With one of his hands on my shoulder and another trying to adjust my bag, I released the imprisoned, warm spit on his hand and he jumped up as he left my bag

“What was that? That was why I brought tissue paper Mercy! What’s all these? What?” he asked, irritation written boldly on his face
I looked away
“That would tell you never to touch me anyhow” I said weakly and he looked at me, shocked

“I was just trying to be nice, as a friend” he said again, cleaning my dirt off his hand with the tissue paper and I shook my head
“We aren’t friends” I said and he looked into my face, hurt
“Really” he said, widening his eyes
“Really!” I replied him
I was not worth his friendship
Not when I had become a sex doll to someone who I called father!
“Now I get it. You know how many people wanna be my friends but hadn’t given them a bit of attention?

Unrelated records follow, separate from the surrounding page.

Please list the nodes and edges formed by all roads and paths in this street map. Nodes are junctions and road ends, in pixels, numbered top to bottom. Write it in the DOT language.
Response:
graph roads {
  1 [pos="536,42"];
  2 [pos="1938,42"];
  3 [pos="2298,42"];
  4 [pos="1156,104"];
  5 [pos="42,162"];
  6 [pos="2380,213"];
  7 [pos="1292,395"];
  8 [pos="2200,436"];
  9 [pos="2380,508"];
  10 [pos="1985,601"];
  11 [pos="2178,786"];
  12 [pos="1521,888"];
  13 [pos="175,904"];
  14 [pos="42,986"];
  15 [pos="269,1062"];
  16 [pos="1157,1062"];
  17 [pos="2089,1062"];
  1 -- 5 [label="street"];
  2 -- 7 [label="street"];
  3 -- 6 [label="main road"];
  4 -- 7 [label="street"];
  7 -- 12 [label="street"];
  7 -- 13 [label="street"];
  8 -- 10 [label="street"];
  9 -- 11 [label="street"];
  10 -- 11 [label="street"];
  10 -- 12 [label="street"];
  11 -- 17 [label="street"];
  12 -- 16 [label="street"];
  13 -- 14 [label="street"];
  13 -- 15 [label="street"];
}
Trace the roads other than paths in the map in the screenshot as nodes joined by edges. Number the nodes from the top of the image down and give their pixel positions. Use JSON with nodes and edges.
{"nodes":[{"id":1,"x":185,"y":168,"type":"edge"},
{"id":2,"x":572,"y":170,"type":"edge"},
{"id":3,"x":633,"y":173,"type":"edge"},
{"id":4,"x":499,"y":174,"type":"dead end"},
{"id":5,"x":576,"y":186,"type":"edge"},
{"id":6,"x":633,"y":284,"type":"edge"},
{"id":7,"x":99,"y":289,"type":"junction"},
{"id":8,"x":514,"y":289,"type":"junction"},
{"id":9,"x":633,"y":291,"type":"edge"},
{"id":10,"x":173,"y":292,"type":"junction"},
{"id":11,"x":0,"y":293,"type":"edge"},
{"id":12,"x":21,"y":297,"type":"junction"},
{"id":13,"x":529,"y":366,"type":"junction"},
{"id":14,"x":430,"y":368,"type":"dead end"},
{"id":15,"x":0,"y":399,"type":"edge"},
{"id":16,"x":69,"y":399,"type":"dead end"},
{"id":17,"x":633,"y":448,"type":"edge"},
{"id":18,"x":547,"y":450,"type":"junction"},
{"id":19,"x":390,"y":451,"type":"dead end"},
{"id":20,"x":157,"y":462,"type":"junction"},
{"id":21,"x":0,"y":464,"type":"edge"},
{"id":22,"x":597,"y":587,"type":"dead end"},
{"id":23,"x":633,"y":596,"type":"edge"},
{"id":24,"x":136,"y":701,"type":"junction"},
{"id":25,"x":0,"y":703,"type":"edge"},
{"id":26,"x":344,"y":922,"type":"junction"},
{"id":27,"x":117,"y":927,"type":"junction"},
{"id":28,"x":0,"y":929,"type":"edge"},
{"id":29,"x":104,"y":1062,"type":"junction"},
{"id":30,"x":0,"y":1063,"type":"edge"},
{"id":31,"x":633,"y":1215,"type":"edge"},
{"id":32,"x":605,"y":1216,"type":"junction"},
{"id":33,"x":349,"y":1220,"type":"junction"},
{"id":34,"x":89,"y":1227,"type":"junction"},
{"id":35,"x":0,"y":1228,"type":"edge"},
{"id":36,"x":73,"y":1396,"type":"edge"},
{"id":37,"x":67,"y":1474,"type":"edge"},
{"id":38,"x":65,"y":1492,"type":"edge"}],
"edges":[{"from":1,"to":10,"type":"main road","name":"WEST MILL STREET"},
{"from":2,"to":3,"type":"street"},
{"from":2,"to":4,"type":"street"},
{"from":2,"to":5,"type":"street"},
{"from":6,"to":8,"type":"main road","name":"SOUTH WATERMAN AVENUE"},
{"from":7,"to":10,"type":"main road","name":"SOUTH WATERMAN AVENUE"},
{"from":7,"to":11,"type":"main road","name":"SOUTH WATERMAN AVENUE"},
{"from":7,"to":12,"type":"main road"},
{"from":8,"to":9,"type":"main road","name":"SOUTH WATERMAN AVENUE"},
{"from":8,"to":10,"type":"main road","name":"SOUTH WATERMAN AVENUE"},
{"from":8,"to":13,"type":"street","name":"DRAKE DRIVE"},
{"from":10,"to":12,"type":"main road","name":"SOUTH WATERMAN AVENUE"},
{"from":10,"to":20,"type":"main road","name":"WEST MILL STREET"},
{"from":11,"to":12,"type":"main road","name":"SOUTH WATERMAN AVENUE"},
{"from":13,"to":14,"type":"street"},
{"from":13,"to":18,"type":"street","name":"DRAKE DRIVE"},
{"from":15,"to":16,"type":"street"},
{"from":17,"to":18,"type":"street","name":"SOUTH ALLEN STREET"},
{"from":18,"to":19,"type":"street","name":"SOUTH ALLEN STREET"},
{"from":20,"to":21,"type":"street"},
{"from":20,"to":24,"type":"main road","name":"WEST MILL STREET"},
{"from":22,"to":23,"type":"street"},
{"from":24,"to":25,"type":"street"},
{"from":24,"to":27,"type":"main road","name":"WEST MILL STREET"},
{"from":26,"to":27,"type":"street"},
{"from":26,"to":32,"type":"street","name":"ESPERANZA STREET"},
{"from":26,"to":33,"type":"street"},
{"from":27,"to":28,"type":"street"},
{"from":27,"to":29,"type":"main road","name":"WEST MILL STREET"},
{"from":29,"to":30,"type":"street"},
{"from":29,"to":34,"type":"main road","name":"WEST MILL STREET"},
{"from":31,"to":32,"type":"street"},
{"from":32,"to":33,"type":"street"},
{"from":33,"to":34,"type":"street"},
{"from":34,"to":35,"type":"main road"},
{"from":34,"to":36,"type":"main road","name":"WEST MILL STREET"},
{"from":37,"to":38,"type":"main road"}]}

You ain’t even appreciative at all and all I could get was a bit of your shit? Gosh!” he said, loudly
No matter the boldness and ‘I don’t Care’ attitude he wore, I knew he was deeply hurt and I was very sad.
He had turned his back at me and had started going when I wanted to call him
He looked back just then

But he talked first and what he said, killed me totally!
“No wonder they call you Messy Mercy!” he said, hissed and walked out of the class.